GcurveP

The interplay of biological effects, and/or artifacts in dose-response measurements can complicate the dose-response relationship, and result in an inappropriate curve fit. In order to simplify the signal pattern, GcurveP is applied to enforce monotonicity. The purpose of GcurveP is to capture and represent the direction of the signal change, with the assumption that certain response values are artifacts.

GcurveP is a non-parametric curve correction algorithm that operates on the assumption that the correct dose-response curve must exhibit monotonic behavior. The algorithm finds a minimal set of corrections needed to impose monotonic behavior to the dose-response curve. It takes the direction of monotonicity (increasing, flat, or decreasing) as the input parameter. It iteratively searches from each dose-group of the curve for monotonicity violations, and counts how many other curve points would need adjustments to restore monotonicity. It then shifts respective dose groups to achieve the goal. The resulting solution is the dataset with the minimal number of such points that require correction.

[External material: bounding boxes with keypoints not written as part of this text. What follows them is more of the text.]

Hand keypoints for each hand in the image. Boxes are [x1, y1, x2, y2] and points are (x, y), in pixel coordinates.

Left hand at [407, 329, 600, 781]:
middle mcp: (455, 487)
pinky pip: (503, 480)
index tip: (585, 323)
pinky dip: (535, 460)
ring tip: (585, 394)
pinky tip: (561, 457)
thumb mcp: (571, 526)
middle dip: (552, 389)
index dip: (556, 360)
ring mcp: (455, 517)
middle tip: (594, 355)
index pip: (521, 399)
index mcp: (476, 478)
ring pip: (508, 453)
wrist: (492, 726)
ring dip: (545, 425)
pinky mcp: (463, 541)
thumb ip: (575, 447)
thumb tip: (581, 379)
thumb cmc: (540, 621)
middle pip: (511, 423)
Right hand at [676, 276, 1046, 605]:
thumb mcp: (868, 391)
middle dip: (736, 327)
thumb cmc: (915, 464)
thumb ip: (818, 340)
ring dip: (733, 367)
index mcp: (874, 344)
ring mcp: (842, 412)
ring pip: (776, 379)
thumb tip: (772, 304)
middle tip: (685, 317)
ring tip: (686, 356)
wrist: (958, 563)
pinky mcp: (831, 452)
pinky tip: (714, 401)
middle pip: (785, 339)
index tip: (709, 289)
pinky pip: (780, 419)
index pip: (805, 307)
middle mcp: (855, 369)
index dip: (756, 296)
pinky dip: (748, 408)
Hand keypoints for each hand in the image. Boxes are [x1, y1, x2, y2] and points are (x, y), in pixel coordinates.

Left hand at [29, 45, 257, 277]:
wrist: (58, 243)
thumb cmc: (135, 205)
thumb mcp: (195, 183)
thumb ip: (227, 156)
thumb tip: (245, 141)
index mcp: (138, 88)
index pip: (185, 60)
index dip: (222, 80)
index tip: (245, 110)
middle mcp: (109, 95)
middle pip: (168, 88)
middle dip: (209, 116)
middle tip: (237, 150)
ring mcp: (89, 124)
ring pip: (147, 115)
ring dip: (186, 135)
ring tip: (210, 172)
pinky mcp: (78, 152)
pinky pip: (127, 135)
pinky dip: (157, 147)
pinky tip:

Below is an example of one such correction, where red squares represent uncorrected data values, and blue represent GcurveP-adjusted values. The two treatement groups at highest dose are shifted to increased response, imposing monotonic behavior on the curve. For each dose group, estimated median response, and standard deviation are shown by dotted blue lines.

Algorithm

Monotonicity violations are detected based on the replicate measurements in each dose group.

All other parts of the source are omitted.